Il vaccino è il moltiplicatore finale degli investimenti e dei consumi privati. Il costo economico del ritardo è in rapporto di quattro a uno con il costo dei vaccini. Portare avanti la campagna di vaccinazione permetterebbe di tornare ai livelli pre-crisi entro 2022. Il costo economico del ritardo supera ormai di quattro volte il costo dell'acquisto dei vaccini. In altre parole, un euro speso per accelerare la vaccinazione potrebbe far risparmiare a i Paesi dell'UE quattro volte.

Vaccini, andamento lento

A causa del lento andamento delle vaccinazioni previsto per la metà del 2021, l'UE dovrà mantenere in vigore le restrizioni per evitare una terza ondata e a sua volta un'altra disastrosa recessione.
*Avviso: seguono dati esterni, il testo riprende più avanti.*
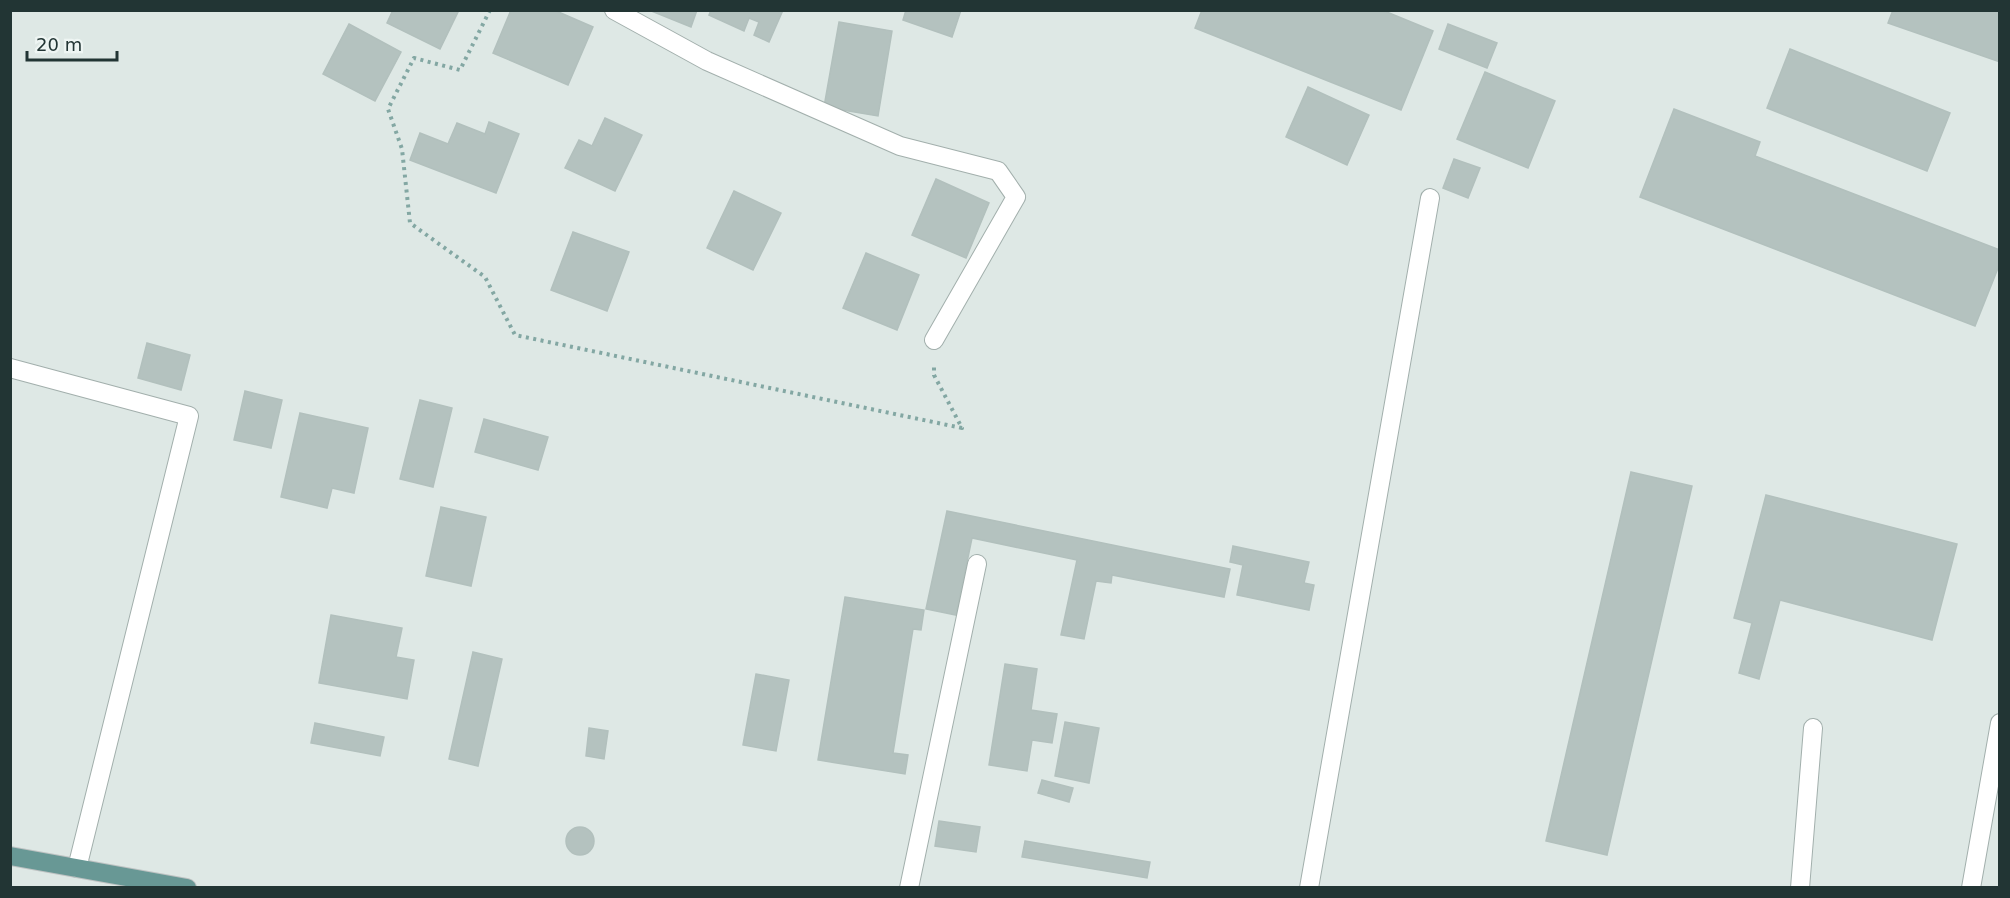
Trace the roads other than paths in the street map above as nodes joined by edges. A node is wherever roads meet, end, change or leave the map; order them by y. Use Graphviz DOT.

Se l'UE ritardasse il ritorno alla normalità, la fiducia nel progetto europeo potrebbe essere duramente colpita. In particolare, ciò il rischio di un forte aumento dell'incertezza e della polarizzazione politica a livello nazionale ed Europeo:

Maggiore incertezza politica intorno alle principali elezioni. Se l'Europa sarà in ritardo nel ritorno alla normalità economica rispetto ad altre economie, la fiducia nei governi nazionali calerà notevolmente. Alcuni "pesi massimi" dell'economia dovranno affrontare importanti nei prossimi 18 mesi.

Il "National first" è tornato di moda mentre i governi si affannano a ricostruire la fiducia in patria. È noto che la risposta alle crisi dell'UE in passato non è stata tempestiva e di vasta portata, con esempi eclatanti come la crisi finanziaria e la crisi del debito sovrano. Delegare all'UE la responsabilità degli ordini per i vaccini è stao visto un grave errore ed è probabile che i governi nazionali europei si dissocino dalla risposta pasticciata dell'UE alla crisi.